After about half an hour we had agreed on another likely site. It was exactly to the east of the laboratory, although of course a substantial distance beneath it. When we took into account the steepness of the mountainside, and the fact that the iron rod would have bounced and rolled on hitting the ground, it did seem that this was a likely position in which it would end up. Tesla was evidently satisfied, and he was deep in thought as we walked back up the mountain to his laboratory.
I too had been thinking, and as soon as we were inside once more I said, "May I make a suggestion?"
"I am already greatly indebted to you, sir," Tesla replied. "Say what you will!"

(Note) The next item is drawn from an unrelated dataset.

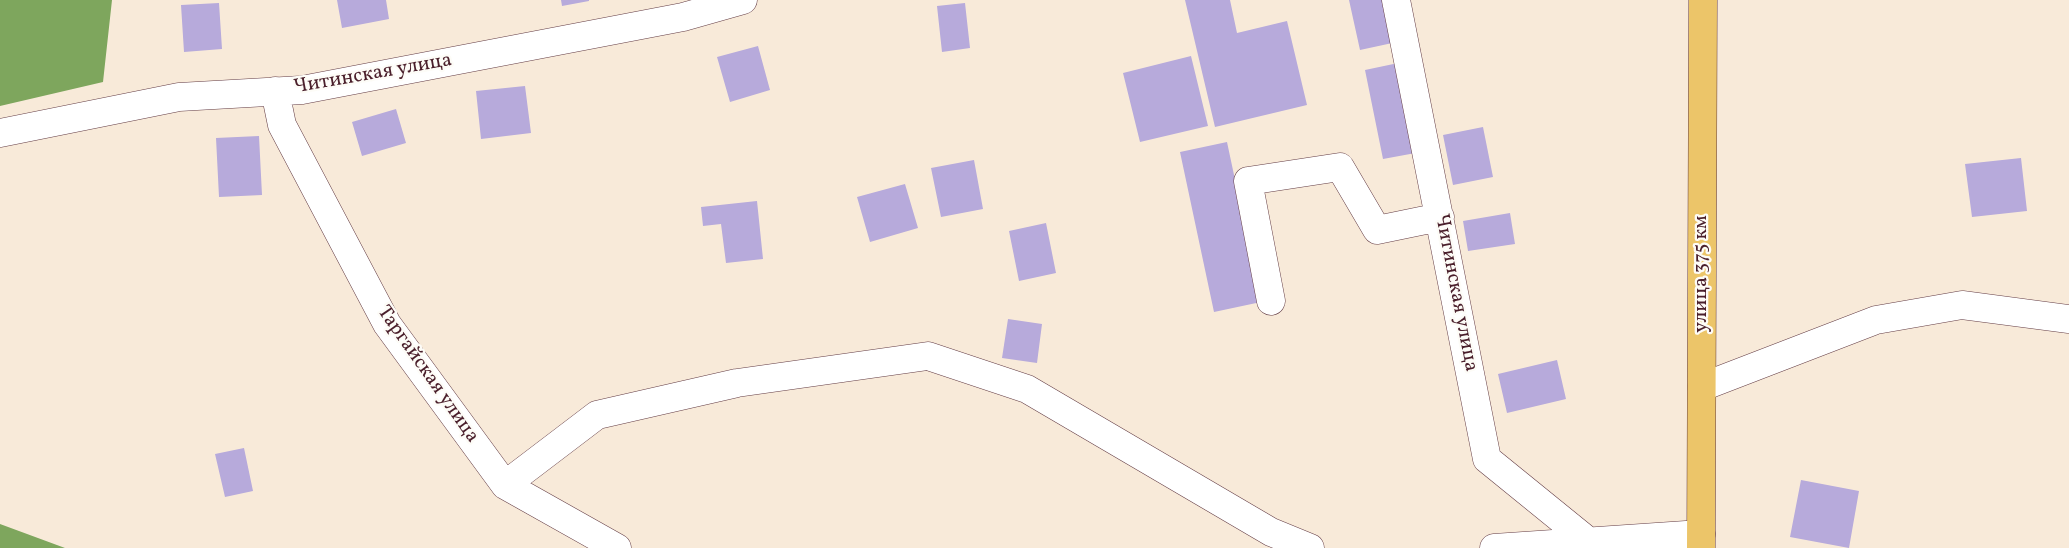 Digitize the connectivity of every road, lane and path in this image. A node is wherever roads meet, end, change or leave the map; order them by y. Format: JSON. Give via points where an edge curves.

"Since you are able to calibrate the device, rather than simply aim your experiments into the air to the east of us, could you not send them a shorter distance? Perhaps across the laboratory itself, or outside to the area surrounding the building?"
"We evidently think alike, Mr Angier!"
In all the times I had been with him I had never seen Tesla so cheerful, and he and Alley set to work immediately. Once again I became supernumerary, and went to sit silently at the rear of the laboratory. I have long since fallen into the habit of taking some food with me to the laboratory (Tesla and Alley have the most irregular feeding habits when engrossed by their work) and so I ate the sandwiches made for me by the staff at the hotel.